--- Task item ---
How many lines of the data include the string "lane"? State that number alone.

--- Data for analysis ---
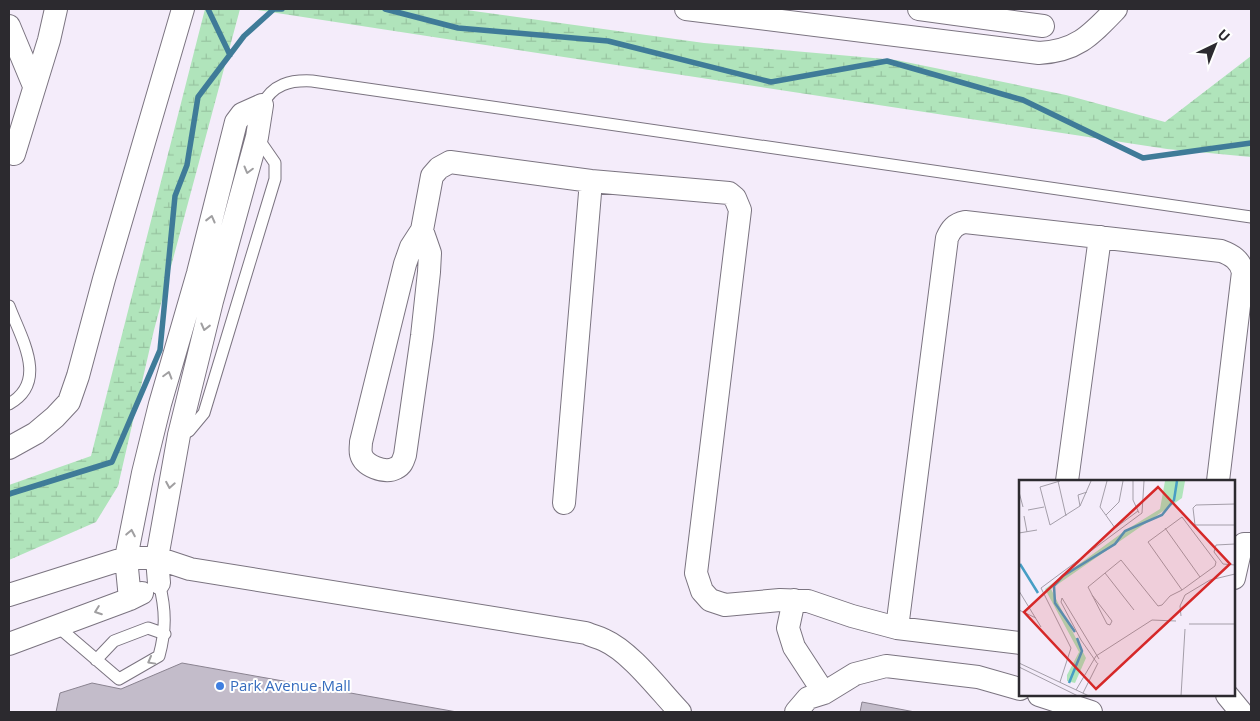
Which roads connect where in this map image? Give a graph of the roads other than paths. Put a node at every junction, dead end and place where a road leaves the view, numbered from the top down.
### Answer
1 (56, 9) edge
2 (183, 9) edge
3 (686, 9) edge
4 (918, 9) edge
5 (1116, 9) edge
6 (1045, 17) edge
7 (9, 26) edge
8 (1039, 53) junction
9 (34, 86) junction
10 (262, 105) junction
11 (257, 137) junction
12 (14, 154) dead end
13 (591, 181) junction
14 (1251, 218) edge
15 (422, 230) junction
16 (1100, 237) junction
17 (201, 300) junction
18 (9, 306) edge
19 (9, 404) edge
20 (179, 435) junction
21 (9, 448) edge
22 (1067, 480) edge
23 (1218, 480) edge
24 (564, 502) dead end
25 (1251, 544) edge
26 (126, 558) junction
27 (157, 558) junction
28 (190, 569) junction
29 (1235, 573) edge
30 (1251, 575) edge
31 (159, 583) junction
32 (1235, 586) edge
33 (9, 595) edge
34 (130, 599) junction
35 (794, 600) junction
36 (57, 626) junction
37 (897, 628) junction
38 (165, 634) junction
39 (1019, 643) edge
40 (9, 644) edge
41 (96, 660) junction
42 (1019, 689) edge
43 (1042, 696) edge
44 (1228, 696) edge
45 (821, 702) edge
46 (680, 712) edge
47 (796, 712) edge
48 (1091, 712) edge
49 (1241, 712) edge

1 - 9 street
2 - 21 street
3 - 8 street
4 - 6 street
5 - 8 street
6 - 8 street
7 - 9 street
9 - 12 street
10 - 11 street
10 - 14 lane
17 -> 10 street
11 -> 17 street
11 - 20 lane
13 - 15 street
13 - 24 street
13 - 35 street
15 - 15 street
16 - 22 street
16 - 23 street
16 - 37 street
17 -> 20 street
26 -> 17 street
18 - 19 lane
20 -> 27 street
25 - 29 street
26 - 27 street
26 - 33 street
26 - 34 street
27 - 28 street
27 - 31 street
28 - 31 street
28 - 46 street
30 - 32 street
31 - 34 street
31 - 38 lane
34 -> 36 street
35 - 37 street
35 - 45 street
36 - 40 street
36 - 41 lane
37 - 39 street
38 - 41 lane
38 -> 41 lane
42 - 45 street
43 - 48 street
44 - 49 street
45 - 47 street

--- The completed task ---
7